A statement issued by the Office of the Special Prosecutor to announce these charges noted that the brother-in-law of Adjenim Boateng, Francis Kwaku Arhin has also been charged with one count of using public office for profit.
The statement added that “the two persons will be arraigned before the High Court (Criminal Division), Accra on Wednesday, 25 May, 2022.”
Meanwhile, new information emerging indicates that the dismissed Public Procurement Authority (PPA) boss has allegedly withdrawn all funds from his frozen bank accounts.
This flies in the face of a court order not to release cash from the account to Mr. Adjenim Boateng Adjei.

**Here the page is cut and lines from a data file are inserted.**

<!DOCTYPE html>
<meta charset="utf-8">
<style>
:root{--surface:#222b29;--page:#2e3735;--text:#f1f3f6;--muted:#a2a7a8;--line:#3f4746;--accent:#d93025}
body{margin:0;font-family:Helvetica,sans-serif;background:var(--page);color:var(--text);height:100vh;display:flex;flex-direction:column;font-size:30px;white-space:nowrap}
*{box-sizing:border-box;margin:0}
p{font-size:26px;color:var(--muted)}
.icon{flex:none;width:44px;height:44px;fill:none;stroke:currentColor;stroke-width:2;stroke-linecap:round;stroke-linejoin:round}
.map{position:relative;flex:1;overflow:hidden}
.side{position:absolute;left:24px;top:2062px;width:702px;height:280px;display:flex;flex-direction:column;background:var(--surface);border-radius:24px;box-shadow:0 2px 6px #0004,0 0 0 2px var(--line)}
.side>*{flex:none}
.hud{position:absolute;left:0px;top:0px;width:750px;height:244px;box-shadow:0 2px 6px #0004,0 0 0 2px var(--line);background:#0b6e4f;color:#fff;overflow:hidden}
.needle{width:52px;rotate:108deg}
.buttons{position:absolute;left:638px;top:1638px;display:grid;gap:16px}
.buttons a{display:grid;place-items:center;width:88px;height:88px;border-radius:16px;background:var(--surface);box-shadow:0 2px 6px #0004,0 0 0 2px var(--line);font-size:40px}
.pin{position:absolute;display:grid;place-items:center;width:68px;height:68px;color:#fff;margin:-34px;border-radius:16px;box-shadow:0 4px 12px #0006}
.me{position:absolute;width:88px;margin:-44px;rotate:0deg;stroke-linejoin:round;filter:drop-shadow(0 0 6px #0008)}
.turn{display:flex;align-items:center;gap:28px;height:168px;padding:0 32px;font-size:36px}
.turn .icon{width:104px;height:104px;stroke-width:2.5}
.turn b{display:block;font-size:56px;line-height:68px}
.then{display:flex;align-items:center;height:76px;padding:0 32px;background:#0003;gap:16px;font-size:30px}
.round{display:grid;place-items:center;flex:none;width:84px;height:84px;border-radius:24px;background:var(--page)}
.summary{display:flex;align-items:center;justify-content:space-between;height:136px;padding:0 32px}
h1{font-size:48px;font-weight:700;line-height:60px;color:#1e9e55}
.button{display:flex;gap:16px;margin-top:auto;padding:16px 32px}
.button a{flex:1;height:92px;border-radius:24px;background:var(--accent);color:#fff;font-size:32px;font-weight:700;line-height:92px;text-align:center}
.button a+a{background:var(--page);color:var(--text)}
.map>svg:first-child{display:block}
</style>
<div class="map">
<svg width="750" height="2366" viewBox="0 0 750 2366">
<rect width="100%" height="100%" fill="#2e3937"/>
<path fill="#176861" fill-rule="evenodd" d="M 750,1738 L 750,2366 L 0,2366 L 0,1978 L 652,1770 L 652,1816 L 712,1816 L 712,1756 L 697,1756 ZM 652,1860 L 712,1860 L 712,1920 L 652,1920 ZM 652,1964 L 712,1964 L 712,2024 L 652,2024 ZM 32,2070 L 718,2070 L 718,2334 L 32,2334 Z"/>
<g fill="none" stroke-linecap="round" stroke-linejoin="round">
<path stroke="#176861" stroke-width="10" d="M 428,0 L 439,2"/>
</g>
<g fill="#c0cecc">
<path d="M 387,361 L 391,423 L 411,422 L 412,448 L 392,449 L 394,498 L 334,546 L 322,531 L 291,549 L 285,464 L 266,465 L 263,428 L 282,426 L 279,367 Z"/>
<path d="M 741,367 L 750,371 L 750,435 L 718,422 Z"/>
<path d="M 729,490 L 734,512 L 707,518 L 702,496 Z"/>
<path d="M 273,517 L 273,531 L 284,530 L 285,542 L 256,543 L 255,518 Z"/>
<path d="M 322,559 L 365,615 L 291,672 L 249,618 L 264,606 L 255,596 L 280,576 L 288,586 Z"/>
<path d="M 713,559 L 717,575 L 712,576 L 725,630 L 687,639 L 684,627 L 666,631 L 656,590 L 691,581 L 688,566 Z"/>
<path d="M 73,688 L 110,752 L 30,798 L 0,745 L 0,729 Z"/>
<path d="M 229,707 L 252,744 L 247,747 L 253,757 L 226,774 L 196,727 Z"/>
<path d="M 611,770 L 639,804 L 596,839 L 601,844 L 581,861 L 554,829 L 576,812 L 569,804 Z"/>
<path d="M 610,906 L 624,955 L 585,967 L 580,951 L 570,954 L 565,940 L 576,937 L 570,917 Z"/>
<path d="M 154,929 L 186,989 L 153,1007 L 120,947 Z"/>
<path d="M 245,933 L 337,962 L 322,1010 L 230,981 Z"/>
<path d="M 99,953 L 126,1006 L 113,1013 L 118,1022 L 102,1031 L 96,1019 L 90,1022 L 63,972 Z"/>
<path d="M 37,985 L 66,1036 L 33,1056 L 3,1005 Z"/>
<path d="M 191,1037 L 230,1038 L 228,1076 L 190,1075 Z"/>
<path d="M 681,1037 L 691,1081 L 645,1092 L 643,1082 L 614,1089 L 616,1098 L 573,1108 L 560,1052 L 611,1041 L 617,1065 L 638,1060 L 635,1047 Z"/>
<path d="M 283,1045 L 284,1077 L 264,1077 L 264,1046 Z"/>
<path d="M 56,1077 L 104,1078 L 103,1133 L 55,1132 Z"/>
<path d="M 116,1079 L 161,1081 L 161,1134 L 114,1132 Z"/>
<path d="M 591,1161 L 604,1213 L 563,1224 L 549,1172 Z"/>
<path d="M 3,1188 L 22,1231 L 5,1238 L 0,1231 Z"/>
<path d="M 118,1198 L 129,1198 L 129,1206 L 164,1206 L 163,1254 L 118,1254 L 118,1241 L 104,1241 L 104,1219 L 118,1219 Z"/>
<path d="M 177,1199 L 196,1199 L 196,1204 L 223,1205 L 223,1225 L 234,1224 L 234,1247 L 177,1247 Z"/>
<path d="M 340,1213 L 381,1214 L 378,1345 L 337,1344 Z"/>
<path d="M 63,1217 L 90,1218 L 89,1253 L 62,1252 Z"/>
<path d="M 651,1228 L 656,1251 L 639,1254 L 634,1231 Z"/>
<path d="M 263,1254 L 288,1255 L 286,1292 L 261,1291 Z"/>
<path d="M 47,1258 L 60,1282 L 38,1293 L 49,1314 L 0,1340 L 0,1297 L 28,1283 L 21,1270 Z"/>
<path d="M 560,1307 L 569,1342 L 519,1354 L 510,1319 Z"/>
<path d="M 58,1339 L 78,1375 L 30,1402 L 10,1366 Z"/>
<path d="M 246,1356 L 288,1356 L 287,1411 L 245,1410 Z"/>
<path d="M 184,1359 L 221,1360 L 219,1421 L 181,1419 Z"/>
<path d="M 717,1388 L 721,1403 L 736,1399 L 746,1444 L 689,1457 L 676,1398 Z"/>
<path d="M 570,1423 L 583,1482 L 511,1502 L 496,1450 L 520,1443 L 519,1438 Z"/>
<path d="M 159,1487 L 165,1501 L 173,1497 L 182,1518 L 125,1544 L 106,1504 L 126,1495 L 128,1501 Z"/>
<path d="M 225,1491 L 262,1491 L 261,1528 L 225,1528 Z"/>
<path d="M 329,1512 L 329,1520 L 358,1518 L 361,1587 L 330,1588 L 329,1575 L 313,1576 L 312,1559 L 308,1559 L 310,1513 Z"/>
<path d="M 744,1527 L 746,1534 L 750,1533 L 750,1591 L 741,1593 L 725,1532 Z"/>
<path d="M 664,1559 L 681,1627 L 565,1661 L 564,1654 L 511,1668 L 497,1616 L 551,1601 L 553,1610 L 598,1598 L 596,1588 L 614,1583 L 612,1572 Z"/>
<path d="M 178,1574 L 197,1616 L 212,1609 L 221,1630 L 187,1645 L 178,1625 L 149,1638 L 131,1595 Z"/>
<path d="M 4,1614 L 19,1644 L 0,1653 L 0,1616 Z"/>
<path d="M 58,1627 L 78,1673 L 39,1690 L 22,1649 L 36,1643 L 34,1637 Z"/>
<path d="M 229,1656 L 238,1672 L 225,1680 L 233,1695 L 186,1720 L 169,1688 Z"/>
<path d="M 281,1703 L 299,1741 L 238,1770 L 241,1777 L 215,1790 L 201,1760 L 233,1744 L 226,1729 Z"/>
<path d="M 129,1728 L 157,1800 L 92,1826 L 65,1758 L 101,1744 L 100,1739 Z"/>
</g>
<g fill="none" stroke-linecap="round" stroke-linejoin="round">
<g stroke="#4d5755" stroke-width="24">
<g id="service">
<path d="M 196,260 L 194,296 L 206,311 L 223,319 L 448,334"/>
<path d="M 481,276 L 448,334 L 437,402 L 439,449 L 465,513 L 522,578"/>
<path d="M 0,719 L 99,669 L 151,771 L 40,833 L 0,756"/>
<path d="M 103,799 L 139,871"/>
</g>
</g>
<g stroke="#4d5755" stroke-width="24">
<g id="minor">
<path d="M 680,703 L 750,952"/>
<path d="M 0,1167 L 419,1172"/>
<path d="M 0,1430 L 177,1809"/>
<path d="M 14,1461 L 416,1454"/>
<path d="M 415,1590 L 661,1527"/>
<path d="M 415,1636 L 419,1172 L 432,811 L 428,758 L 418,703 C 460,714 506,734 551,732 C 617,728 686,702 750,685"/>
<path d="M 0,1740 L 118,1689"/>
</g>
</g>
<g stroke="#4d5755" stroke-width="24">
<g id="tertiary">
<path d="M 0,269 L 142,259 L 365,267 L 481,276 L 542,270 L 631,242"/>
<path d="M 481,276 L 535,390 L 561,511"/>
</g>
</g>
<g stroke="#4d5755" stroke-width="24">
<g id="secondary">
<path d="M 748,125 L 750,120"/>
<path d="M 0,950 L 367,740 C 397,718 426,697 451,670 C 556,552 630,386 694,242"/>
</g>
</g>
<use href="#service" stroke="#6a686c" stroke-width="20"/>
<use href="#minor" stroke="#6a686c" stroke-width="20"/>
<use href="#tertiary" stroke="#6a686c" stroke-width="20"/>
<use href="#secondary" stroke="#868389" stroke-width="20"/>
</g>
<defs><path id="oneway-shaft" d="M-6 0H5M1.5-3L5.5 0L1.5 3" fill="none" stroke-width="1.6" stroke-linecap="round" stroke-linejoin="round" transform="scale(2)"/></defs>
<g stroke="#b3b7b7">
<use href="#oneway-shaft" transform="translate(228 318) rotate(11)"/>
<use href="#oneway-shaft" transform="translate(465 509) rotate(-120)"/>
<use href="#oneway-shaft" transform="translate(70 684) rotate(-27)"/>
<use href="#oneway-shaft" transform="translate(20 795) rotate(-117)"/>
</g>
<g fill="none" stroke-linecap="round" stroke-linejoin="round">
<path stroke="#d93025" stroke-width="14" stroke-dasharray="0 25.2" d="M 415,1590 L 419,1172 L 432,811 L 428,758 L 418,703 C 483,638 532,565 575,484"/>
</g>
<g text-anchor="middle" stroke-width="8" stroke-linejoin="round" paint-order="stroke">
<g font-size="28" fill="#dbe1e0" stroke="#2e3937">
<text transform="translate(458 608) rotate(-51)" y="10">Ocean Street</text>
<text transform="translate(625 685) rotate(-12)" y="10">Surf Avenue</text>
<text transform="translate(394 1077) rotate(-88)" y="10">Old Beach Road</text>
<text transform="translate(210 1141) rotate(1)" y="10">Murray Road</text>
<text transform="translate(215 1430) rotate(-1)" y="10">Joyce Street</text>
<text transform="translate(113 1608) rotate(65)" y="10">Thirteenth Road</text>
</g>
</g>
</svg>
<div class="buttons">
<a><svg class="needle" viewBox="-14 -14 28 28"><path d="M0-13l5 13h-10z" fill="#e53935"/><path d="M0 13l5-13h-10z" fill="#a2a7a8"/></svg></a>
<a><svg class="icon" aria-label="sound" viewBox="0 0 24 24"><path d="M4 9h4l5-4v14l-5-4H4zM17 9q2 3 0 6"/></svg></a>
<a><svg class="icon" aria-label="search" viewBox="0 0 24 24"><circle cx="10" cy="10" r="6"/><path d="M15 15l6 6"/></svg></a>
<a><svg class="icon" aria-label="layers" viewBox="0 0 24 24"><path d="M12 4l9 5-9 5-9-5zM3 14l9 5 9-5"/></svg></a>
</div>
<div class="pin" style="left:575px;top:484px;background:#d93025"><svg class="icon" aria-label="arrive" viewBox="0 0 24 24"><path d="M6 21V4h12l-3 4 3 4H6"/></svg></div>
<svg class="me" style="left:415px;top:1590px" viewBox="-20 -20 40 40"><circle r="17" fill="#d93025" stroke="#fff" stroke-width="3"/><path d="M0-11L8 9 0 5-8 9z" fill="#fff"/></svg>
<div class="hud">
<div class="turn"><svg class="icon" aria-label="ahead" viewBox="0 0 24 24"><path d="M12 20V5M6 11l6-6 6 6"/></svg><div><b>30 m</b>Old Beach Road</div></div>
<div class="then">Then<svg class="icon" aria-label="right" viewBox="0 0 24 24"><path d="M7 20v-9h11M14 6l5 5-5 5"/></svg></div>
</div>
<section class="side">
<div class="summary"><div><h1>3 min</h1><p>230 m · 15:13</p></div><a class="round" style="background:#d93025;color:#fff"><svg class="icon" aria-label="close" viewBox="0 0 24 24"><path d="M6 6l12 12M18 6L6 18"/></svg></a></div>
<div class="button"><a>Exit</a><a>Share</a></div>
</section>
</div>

Investigative journalist, Manasseh Azure Awuni, whose investigative piece exposed Mr. Adjei's underhand dealings, told JoyNews that he has received information about this new development.
Speaking on the Midday News on Wednesday, the 2012 GJA ‘Journalist of the year’ explained that the accounts which were frozen during the investigation by the then Special Prosecutor, Martin Amidu, were for a period upon which it needed the court’s justification.
“When Martin Amidu froze the accounts, it was for a period, and he had to go back to the court to justify why the accounts should remain frozen. In the process, he resigned and left, and it took some time for his successor to take office,” he said.
Mr. Awuni noted that during the period when the new Special Prosecutor, Kissi Agyebeng, had to take over, the dismissed PPA boss went through his lawyers to get a court to lift the freezing order and withdraw all monies from his frozen accounts.
According to him, the dismissed PPA boss currently has no pesewa in those accounts, which were frozen when they contained about GH¢41.5 million.
“In the intervening period, we are told A.B. Adjei went through his lawyers and got the court to lift his frozen order; after that, even before Kissi Agyebeng took office, he took away all the funds that were deposited in his account.
“If you look at the statement Martin Amidu released on the work he had done with the Auditor General, his accounts had huge deposits totalling about GH¢41.5 million within the two and half years he was in office. The information we are getting is that not a pesewa is left in those accounts,” he added.